WORK TASK> Check each line of the records below for the word "stop" and copy those where it appears.

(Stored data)
........

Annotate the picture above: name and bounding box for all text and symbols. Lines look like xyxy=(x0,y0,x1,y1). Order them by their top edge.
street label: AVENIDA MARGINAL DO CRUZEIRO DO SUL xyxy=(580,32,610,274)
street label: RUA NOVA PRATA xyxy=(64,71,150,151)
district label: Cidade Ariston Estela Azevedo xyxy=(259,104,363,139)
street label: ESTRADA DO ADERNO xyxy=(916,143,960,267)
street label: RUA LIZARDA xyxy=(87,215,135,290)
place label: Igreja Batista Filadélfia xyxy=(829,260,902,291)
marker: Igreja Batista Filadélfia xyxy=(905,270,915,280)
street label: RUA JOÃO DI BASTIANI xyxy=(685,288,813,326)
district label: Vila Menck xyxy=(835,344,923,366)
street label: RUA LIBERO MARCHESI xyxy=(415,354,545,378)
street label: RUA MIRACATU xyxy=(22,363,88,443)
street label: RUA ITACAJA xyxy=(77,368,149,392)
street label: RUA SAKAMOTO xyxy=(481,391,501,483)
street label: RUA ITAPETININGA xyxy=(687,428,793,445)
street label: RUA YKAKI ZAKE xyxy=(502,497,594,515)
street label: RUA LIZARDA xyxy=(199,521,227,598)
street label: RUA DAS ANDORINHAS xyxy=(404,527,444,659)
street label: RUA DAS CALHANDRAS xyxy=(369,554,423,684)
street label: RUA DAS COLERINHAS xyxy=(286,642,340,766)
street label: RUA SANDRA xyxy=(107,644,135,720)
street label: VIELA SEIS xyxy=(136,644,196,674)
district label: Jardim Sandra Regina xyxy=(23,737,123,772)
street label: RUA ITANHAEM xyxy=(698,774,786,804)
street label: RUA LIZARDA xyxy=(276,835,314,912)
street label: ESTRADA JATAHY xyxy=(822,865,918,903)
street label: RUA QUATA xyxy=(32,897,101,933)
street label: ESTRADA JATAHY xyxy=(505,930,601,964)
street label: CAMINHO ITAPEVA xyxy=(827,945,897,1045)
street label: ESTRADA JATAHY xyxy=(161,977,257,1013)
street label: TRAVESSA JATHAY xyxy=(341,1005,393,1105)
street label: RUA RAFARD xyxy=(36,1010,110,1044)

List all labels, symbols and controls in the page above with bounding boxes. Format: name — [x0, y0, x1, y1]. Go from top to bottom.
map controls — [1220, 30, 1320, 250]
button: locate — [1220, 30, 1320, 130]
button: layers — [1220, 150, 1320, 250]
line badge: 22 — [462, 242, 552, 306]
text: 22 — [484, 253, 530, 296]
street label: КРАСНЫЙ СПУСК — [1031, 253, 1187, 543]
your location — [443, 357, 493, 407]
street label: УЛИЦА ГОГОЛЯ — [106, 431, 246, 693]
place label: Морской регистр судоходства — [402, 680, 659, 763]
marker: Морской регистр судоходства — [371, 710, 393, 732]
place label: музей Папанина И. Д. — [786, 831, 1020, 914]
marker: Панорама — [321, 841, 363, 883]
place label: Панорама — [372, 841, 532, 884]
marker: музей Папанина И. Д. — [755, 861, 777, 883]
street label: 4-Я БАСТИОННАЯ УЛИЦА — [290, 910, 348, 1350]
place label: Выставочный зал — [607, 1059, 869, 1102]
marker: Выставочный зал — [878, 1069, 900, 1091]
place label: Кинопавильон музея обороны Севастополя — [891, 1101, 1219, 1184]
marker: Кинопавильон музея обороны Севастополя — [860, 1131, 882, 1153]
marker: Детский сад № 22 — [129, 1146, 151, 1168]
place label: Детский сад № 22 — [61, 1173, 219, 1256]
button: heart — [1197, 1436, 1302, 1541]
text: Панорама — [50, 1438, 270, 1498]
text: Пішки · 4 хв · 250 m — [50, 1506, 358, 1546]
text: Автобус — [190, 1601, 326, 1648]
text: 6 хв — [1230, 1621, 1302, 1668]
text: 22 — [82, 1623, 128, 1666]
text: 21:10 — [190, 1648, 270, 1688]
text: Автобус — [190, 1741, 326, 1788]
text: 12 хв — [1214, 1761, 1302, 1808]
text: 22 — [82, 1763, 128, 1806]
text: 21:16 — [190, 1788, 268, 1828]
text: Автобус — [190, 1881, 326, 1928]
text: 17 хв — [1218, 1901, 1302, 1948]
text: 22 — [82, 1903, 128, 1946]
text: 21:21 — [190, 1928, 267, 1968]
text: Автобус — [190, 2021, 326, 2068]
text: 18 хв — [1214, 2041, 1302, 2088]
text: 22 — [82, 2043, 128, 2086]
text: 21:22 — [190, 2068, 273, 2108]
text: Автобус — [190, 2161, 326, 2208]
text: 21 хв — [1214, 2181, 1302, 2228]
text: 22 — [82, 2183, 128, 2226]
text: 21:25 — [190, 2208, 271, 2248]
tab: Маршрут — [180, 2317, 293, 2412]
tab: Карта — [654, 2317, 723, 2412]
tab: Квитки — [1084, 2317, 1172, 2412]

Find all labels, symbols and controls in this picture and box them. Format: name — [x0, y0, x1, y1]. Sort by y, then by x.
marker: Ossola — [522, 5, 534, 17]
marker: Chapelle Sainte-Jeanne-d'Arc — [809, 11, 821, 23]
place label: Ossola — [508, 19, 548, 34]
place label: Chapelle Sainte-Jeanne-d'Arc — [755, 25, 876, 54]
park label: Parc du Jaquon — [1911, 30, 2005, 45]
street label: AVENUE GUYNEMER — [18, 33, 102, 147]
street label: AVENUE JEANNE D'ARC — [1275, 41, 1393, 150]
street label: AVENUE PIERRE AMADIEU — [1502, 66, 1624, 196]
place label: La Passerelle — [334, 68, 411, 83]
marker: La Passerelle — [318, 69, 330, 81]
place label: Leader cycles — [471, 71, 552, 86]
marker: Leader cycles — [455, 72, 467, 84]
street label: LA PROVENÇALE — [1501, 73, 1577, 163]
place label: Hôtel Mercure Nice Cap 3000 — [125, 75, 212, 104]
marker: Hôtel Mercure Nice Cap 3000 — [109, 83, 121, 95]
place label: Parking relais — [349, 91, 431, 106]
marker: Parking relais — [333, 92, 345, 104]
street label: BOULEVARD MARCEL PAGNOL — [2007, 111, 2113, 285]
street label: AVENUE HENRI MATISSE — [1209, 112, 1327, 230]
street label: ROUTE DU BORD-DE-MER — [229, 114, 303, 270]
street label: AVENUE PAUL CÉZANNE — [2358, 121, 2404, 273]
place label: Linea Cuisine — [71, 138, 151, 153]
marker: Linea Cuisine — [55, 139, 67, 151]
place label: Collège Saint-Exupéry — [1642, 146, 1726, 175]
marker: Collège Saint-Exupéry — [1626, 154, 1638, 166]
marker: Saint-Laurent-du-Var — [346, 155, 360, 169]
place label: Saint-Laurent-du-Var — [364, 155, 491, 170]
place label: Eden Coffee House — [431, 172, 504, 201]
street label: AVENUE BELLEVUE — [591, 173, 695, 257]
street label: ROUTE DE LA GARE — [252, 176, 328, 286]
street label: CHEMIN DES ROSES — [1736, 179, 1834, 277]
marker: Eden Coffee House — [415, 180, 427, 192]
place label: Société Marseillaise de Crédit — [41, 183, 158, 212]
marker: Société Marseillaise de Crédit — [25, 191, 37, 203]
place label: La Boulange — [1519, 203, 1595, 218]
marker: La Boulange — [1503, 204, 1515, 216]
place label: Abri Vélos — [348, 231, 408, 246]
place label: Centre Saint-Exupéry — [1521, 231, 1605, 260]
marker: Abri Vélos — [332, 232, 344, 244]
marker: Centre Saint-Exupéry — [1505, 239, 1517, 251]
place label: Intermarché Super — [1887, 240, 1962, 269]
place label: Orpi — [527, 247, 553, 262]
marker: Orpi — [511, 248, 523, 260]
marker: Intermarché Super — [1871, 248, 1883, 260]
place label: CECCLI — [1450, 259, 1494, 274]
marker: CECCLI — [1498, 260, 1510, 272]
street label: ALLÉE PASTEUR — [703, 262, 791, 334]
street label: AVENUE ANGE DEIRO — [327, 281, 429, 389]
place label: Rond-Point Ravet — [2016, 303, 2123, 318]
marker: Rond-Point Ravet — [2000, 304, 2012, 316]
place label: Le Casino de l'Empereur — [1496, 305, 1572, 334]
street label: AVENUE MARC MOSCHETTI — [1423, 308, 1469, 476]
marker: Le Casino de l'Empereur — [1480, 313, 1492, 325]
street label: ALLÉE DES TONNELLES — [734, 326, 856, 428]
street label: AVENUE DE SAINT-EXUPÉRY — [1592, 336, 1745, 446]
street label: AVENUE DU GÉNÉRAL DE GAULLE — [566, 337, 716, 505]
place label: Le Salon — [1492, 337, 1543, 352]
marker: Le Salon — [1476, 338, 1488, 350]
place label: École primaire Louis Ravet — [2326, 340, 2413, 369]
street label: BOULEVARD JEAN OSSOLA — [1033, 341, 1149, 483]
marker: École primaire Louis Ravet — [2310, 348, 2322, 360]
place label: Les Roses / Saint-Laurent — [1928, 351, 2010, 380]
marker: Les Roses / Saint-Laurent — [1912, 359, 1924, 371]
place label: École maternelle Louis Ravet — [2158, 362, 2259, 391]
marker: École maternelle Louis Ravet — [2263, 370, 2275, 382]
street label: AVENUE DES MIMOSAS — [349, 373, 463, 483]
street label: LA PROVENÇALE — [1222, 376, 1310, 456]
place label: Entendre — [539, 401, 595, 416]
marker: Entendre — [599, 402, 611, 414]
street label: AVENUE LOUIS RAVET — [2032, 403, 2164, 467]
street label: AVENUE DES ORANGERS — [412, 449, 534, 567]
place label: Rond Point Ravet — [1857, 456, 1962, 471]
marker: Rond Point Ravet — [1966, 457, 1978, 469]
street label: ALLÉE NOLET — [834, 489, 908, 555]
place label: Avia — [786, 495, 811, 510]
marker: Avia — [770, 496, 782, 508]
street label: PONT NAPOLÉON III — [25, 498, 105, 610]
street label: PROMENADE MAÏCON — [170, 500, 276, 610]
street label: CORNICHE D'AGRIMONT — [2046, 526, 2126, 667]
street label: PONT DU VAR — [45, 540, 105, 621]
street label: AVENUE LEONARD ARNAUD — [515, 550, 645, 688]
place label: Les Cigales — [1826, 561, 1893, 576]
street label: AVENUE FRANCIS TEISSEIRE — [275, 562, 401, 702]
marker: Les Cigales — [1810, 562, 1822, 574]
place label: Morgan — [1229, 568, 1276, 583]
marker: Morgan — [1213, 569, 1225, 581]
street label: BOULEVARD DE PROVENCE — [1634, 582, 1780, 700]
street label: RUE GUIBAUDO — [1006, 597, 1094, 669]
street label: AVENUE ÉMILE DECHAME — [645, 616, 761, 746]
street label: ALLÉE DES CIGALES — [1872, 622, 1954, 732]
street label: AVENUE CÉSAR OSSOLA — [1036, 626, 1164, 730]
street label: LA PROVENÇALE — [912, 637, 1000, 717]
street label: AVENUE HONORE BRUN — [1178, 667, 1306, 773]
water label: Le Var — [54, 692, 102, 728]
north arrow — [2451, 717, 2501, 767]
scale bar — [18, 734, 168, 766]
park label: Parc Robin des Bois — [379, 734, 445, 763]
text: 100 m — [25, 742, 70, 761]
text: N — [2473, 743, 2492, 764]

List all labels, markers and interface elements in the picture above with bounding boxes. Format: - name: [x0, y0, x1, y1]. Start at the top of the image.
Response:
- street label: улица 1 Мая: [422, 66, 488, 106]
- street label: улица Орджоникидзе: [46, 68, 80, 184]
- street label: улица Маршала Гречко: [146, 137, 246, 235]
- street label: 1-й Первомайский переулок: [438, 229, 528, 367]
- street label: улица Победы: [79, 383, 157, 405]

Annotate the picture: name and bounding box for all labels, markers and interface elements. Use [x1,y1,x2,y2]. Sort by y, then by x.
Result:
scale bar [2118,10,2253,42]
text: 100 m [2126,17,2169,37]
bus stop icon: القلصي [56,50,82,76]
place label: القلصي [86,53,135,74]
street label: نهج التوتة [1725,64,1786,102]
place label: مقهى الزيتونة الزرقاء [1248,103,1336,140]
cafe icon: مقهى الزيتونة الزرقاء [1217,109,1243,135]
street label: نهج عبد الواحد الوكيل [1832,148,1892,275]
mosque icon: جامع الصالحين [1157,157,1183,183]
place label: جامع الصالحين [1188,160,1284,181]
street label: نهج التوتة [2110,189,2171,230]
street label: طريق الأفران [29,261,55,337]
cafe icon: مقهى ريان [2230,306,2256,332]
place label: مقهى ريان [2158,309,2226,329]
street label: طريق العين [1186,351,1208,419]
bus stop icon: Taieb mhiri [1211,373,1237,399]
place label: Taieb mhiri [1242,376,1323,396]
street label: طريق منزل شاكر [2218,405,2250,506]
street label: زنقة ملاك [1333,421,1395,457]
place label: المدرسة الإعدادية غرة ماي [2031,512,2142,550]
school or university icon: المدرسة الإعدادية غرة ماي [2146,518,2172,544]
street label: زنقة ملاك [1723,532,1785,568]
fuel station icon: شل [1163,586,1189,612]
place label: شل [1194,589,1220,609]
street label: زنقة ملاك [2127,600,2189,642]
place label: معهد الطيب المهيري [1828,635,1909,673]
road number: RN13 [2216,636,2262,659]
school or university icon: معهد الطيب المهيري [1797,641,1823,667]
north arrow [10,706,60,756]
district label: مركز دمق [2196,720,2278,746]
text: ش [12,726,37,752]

........

RESPONSE BELOW>
bus stop icon: القلصي [56,50,82,76]
bus stop icon: Taieb mhiri [1211,373,1237,399]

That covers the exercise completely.